Repenser de fond en comble la stratégie des Palestiniens
Le 9 octobre, le nouveau premier ministre palestinien Rami Hamdallah est entré solennellement à Gaza, à la tête du nouveau gouvernement d’union nationale. Le 12 octobre au Caire, la conférence des donateurs a promis 4,3 milliards d’euros pour la reconstruction de la bande de Gaza, ravagée par 52 jours d’agression israélienne l’été dernier. Et le 13 octobre, le Parlement britannique a voté la reconnaissance de l’État palestinien, vote non contraignant pour le gouvernement du Royaume-Uni mais qui envoie un signal fort à Israël — trois députés français veulent suivre cet exemple. Le 3 octobre, le gouvernement suédois, lui, a annoncé sont intention de reconnaître formellement la Palestine.
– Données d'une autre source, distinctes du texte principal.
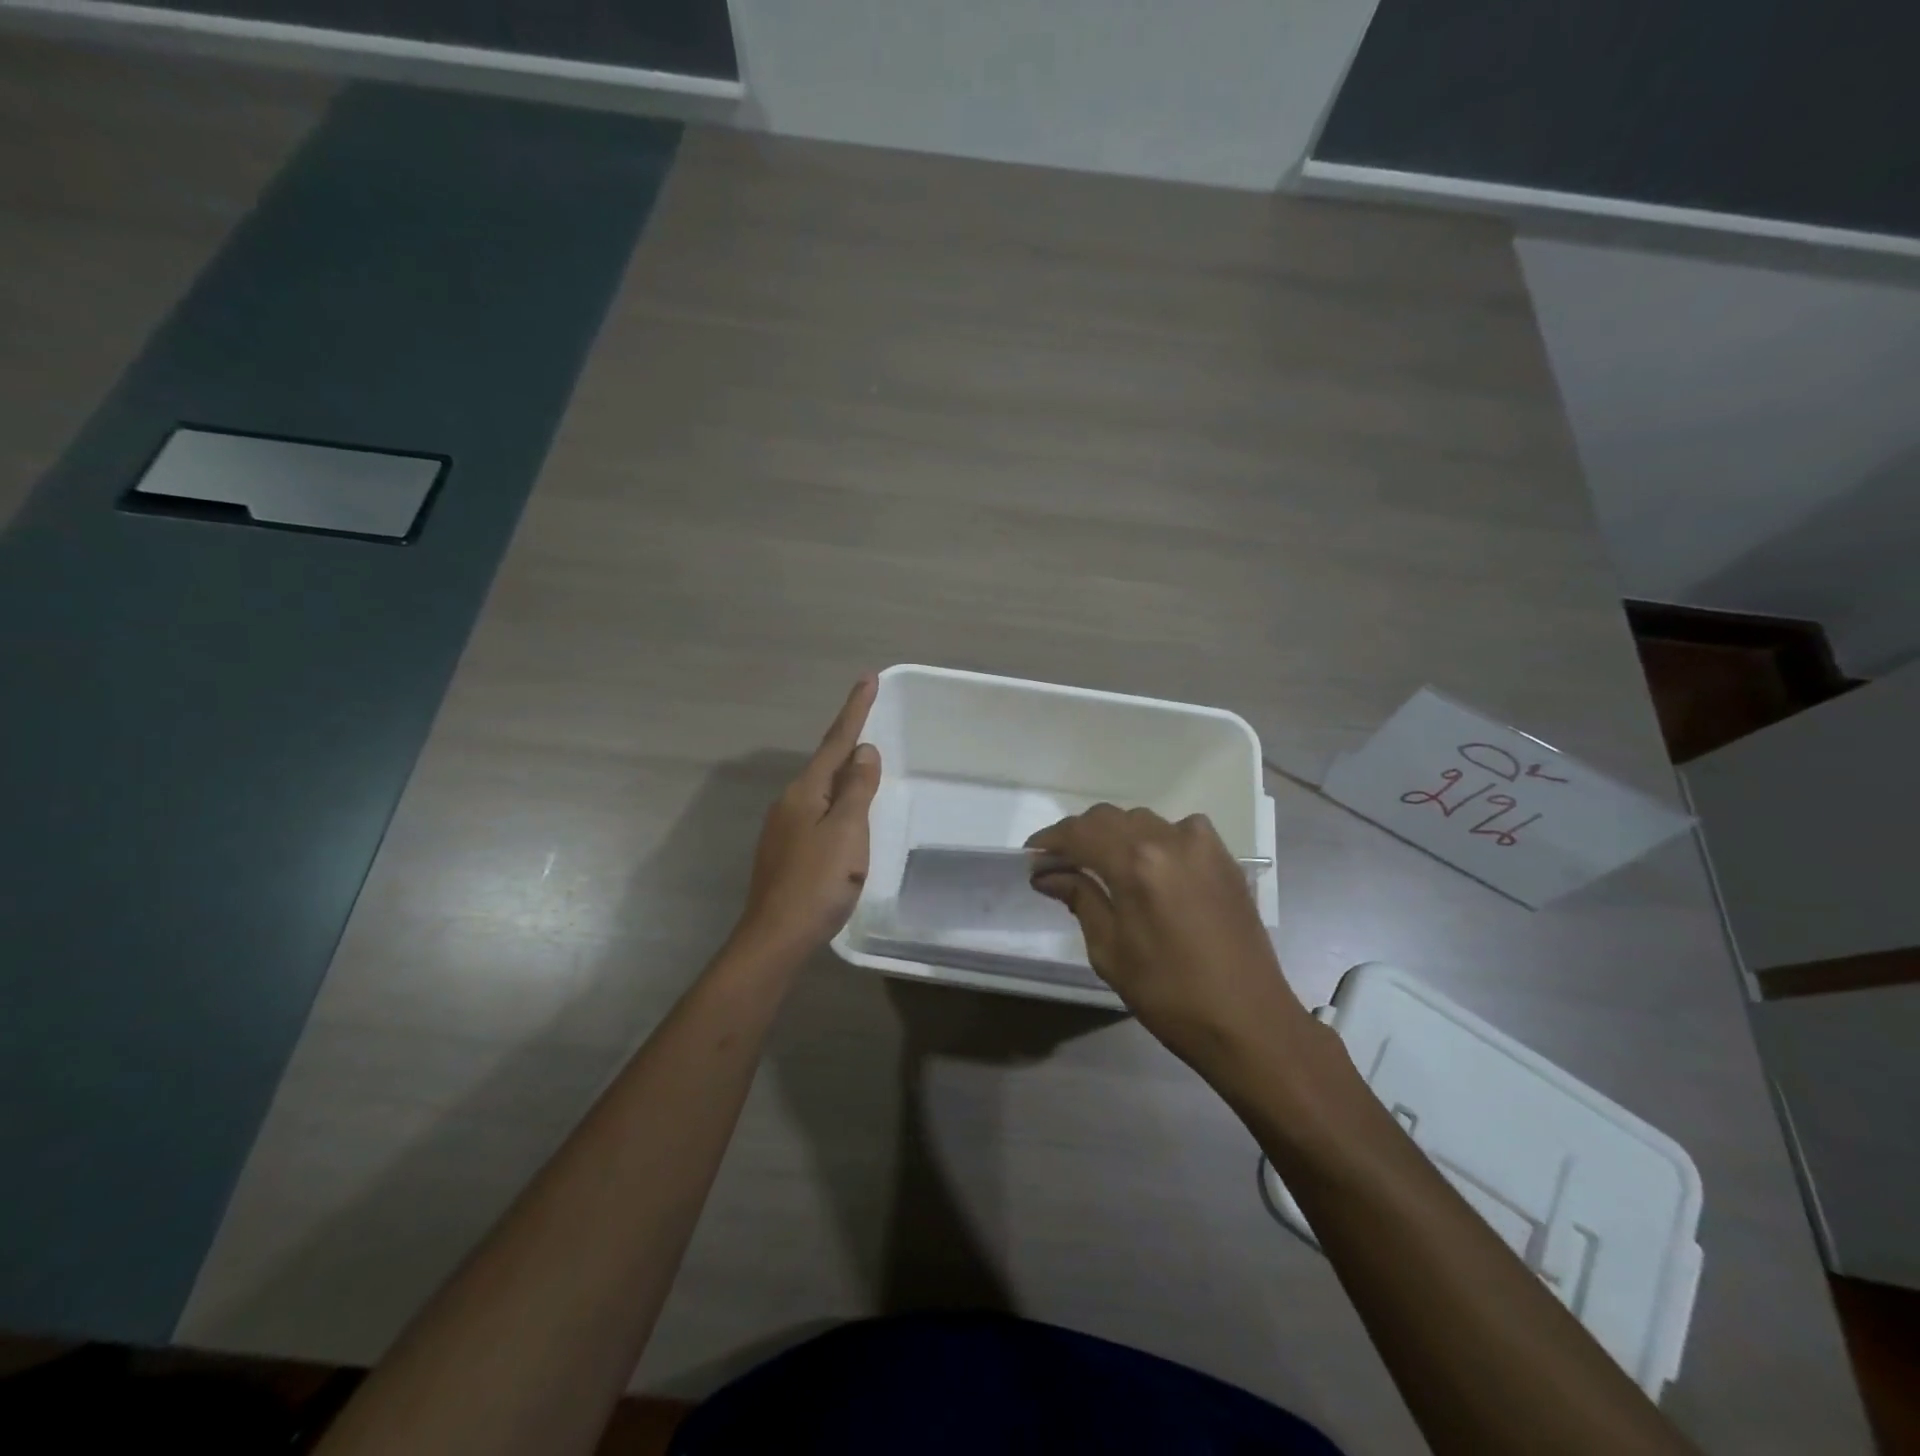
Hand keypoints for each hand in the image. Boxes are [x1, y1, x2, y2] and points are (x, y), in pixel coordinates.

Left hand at [736, 677, 881, 958]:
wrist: (776, 938)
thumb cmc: (818, 882)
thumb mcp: (847, 831)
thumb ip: (857, 789)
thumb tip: (864, 751)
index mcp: (805, 791)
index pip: (836, 741)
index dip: (854, 710)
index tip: (868, 678)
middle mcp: (790, 802)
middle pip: (825, 764)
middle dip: (848, 744)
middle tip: (871, 722)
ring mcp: (783, 828)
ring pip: (821, 792)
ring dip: (843, 777)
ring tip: (865, 772)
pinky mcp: (785, 853)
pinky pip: (817, 815)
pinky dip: (837, 806)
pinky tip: (845, 821)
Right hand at [1028, 806, 1315, 1080]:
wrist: (1249, 1021)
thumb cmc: (1169, 994)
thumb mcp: (1110, 951)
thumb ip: (1079, 899)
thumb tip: (1048, 874)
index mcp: (1136, 863)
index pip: (1080, 833)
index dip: (1049, 840)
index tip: (1031, 856)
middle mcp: (1170, 839)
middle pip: (1109, 818)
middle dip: (1079, 836)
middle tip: (1060, 865)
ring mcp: (1203, 844)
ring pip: (1143, 821)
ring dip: (1115, 836)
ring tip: (1101, 866)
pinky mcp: (1225, 858)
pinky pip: (1178, 832)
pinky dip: (1154, 841)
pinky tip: (1149, 868)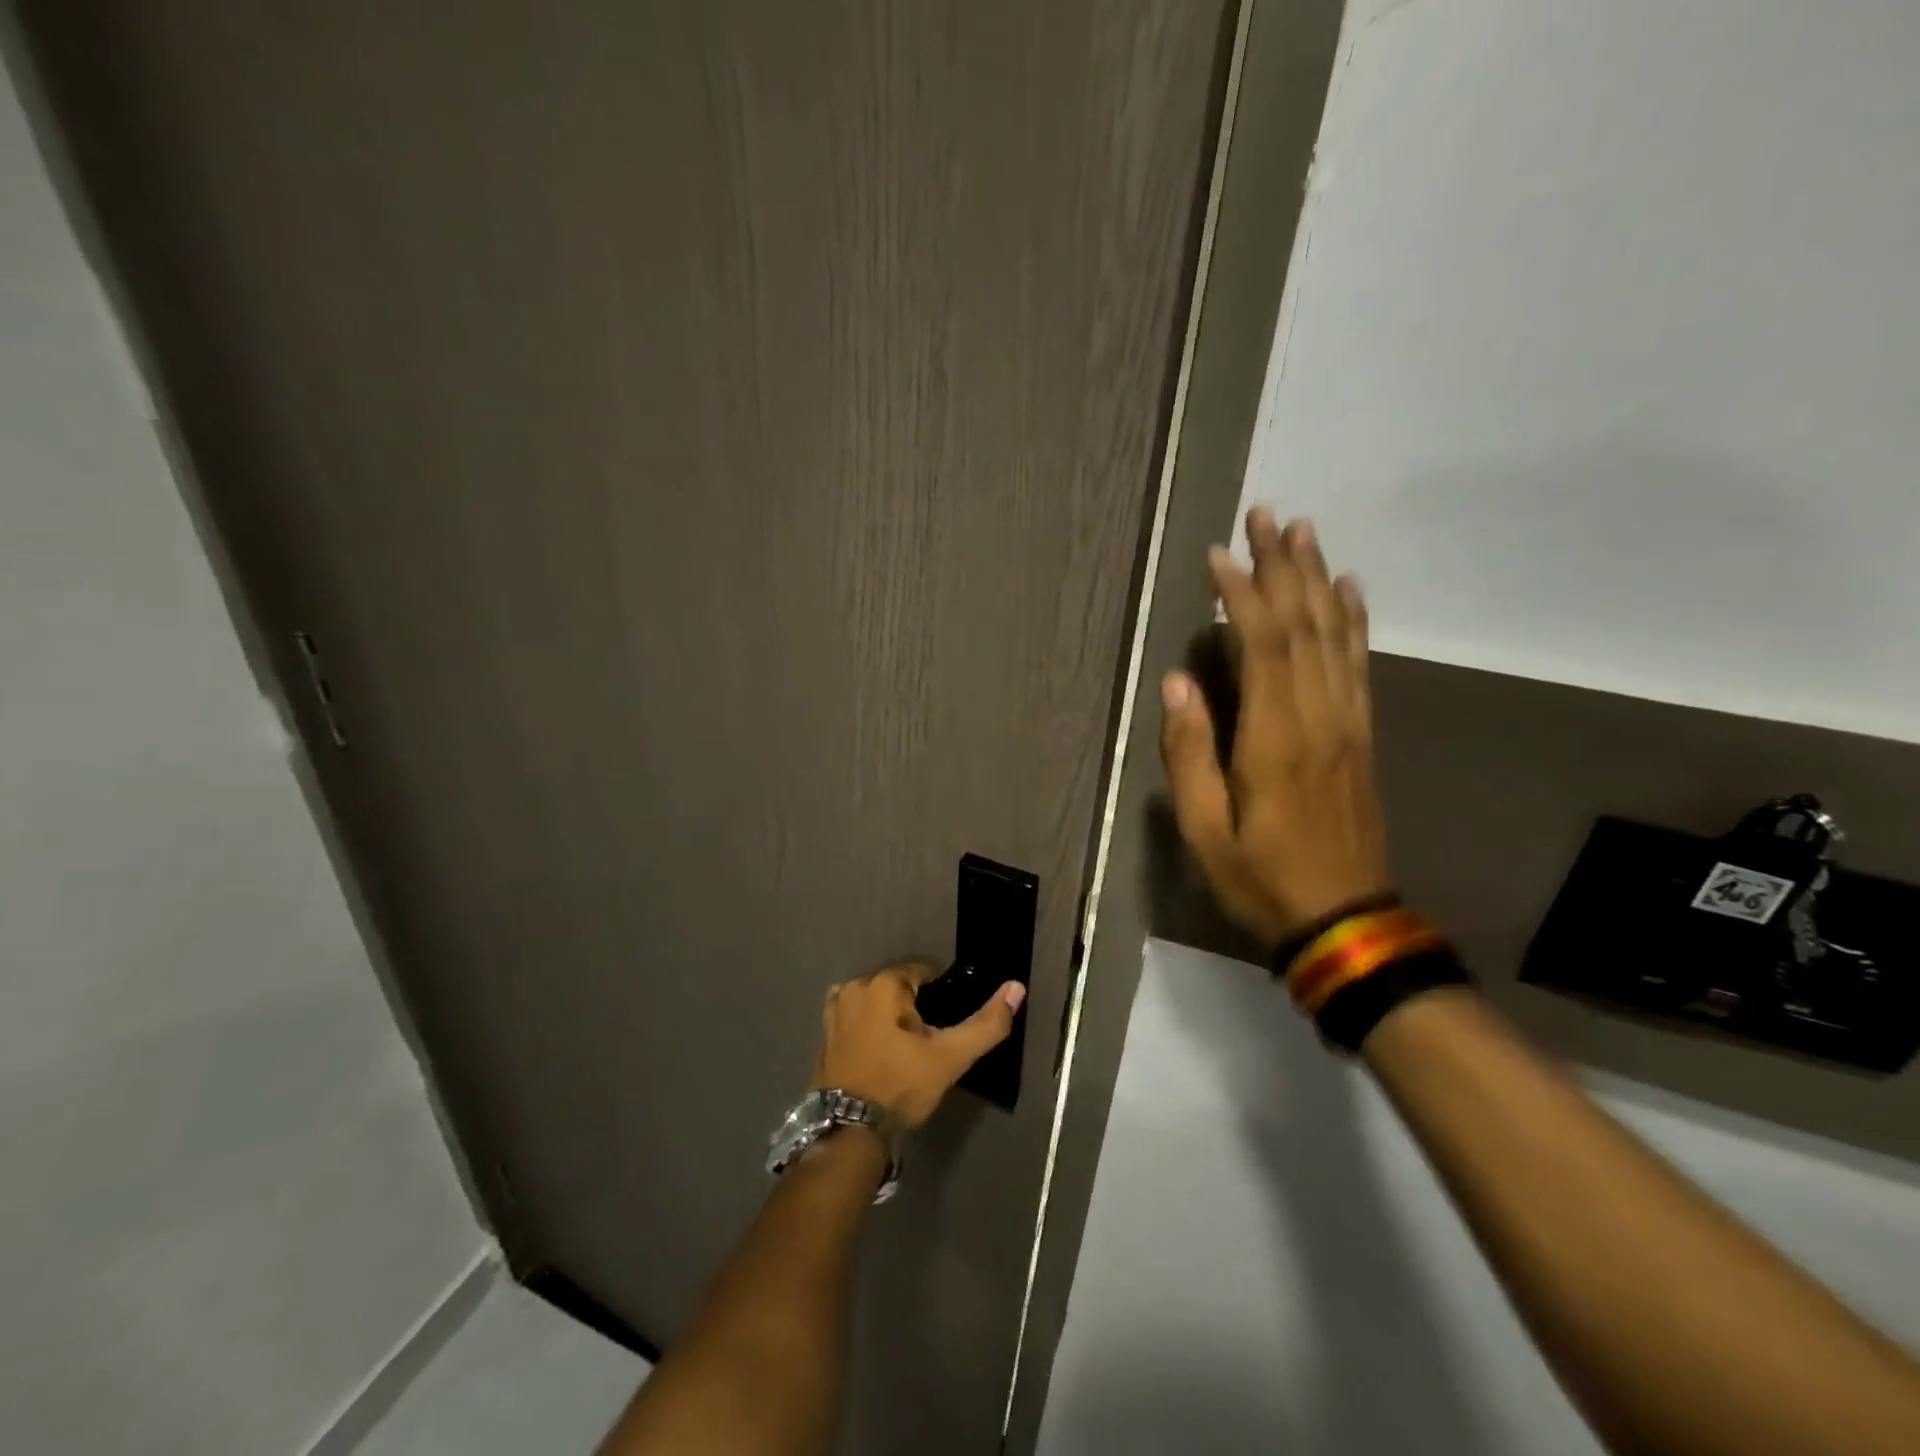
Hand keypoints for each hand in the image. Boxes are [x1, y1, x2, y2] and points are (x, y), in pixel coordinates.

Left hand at [811, 962, 1025, 1127]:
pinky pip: (855, 1014)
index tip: (945, 1023)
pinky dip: (868, 1023)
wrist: (849, 1131)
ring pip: (876, 999)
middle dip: (913, 1003)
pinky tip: (879, 1048)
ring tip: (903, 1047)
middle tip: (927, 1039)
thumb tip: (1017, 986)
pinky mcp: (825, 1030)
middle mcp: (855, 985)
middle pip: (897, 984)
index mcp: (885, 983)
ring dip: (890, 1014)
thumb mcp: (950, 1057)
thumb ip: (986, 1023)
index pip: (923, 972)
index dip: (940, 994)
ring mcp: (835, 1008)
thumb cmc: (901, 1086)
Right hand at [1159, 508, 1390, 946]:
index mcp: (1276, 739)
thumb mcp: (1205, 831)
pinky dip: (1355, 620)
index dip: (1241, 595)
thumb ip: (1190, 754)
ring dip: (1317, 579)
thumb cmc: (1261, 878)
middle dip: (1283, 566)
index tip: (1219, 554)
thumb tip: (1178, 685)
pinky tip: (1349, 590)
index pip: (1263, 646)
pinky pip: (1360, 664)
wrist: (1345, 920)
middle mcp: (1319, 717)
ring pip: (1336, 635)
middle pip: (1305, 625)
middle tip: (1266, 515)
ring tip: (1302, 532)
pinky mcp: (1361, 735)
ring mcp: (1348, 723)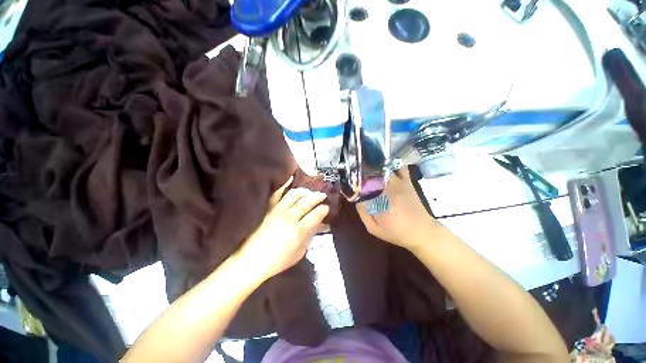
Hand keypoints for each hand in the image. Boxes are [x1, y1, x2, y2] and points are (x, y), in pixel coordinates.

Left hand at [237, 176, 329, 280]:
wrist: (252, 261)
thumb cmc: (278, 261)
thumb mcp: (300, 252)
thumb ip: (310, 236)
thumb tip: (319, 224)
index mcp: (299, 230)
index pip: (316, 214)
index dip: (323, 209)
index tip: (326, 207)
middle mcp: (289, 217)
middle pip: (307, 202)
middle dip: (317, 197)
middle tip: (322, 194)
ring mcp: (277, 211)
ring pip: (294, 195)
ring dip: (304, 191)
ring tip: (309, 191)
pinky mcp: (269, 209)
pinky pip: (277, 194)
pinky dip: (284, 185)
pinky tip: (290, 179)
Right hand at [356, 167, 441, 250]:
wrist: (422, 232)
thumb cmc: (396, 232)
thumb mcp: (374, 229)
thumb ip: (363, 213)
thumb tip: (358, 199)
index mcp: (379, 200)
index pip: (362, 186)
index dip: (355, 183)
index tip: (351, 185)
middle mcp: (389, 188)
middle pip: (372, 173)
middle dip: (363, 173)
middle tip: (357, 175)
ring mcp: (399, 183)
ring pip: (383, 168)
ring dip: (374, 168)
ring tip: (368, 170)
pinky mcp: (407, 182)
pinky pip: (400, 168)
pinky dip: (391, 165)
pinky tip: (385, 167)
La série d’avancées diplomatique obtenues par l’Autorité palestinienne, en moins de quinze jours, reste symbolique et fragile. Rien ne dit que le gouvernement d’union nationale, composé pour l’instant de « technocrates », aboutira à une véritable réconciliation politique entre l’Autorité palestinienne, l’Organisation de libération de la Palestine (OLP) et le Hamas. La reconstruction dépendra du bon vouloir des autorités israéliennes, qui ont obtenu le droit de veto sur chaque projet de réhabilitation. Et les progrès sur le front diplomatique restent du domaine du virtuel. Le blocus est loin d’être levé, comme l’avaient pourtant demandé tous les dirigeants palestiniens, de l’OLP au Hamas.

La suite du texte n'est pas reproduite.